** Directions **
Which lines run from the line with "middle mcp: (109, 105)" through the line with "pinky tip: (121, 194)" in the entries below? Print them exactly, both ends included, and nothing more.

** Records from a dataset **
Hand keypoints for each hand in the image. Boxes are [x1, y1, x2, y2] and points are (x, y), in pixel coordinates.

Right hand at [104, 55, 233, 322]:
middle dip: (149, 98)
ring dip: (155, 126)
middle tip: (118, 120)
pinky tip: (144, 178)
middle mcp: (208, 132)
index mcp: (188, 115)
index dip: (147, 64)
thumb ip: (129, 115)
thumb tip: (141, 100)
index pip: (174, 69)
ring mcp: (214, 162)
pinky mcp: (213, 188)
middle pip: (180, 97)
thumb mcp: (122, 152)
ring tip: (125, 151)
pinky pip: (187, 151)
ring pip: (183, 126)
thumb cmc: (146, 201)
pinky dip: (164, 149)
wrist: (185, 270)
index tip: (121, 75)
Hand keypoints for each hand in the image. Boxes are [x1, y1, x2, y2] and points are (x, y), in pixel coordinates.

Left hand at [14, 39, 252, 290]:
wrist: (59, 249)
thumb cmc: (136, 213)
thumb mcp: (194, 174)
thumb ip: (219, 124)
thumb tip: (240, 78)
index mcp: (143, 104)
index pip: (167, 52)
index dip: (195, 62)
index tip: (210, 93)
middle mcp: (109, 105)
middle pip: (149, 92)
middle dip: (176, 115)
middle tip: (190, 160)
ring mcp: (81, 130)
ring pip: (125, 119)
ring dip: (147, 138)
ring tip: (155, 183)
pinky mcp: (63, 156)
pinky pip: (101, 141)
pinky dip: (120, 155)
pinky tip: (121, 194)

---

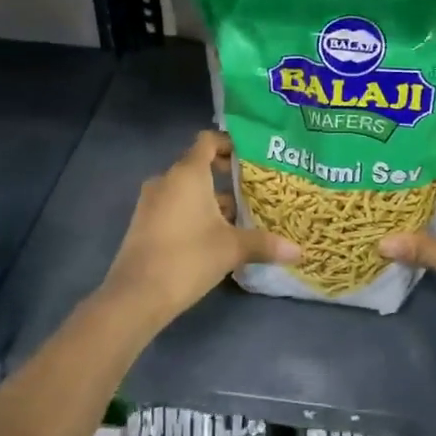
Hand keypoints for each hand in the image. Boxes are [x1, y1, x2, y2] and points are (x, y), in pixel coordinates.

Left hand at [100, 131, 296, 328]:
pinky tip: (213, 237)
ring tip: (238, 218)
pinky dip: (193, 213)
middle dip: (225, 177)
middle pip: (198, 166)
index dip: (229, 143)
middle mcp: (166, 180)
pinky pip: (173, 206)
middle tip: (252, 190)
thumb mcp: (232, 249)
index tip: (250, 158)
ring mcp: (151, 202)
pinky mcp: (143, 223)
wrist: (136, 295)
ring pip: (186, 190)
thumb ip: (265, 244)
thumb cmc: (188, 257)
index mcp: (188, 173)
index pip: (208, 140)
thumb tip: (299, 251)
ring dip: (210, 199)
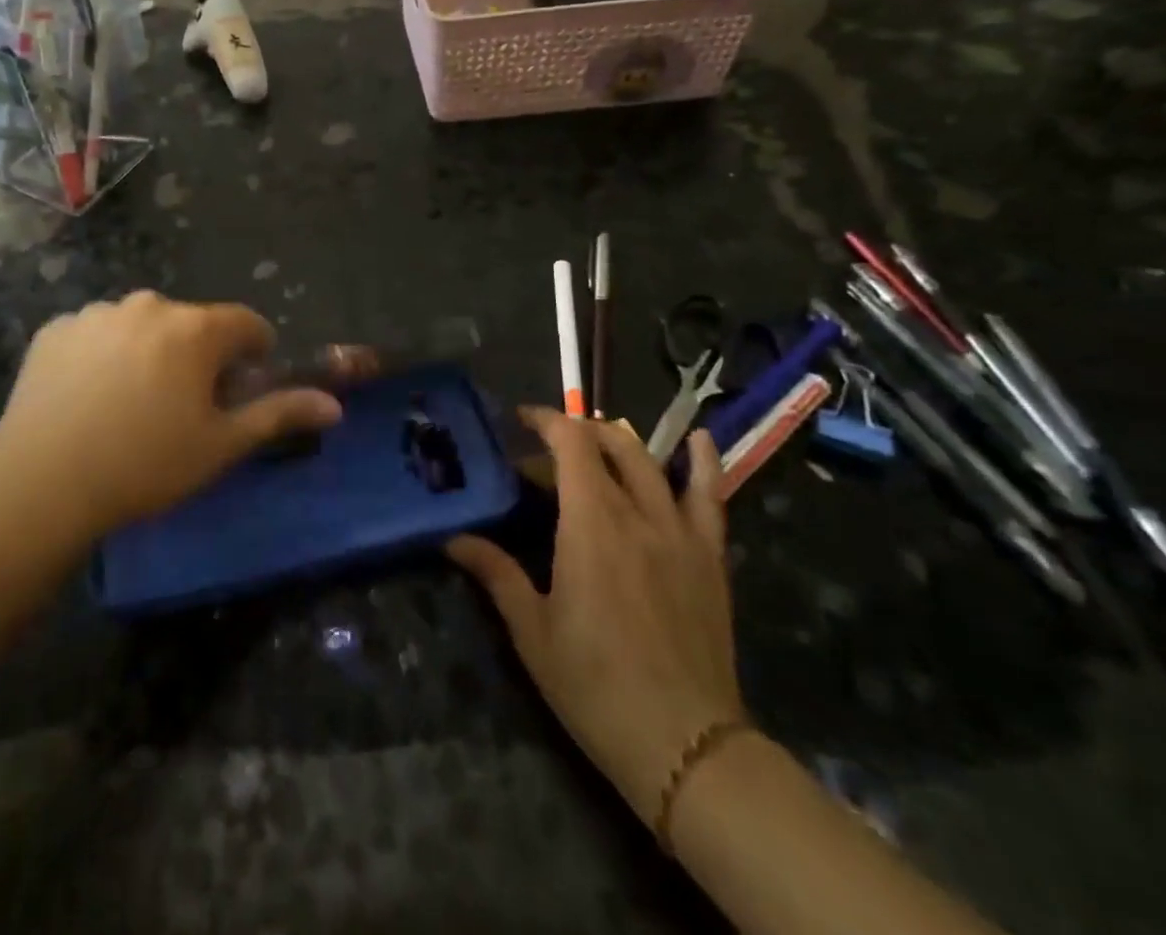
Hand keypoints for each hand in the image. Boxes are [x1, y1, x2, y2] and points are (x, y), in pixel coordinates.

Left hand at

** Problem solution **
middle mcp: (109, 105)
middle pip: (149, 92)
middle dip: (176, 115)
middle tip: (190, 160)
ring mcp: (81, 130)
ring pip: (125, 119)
ring dip: (147, 138)
ring tip: (155, 183)
pinky mcp: (63, 156)
pinky pip: (101, 141)
pinky dip: (120, 155)
pinky tip: (121, 194)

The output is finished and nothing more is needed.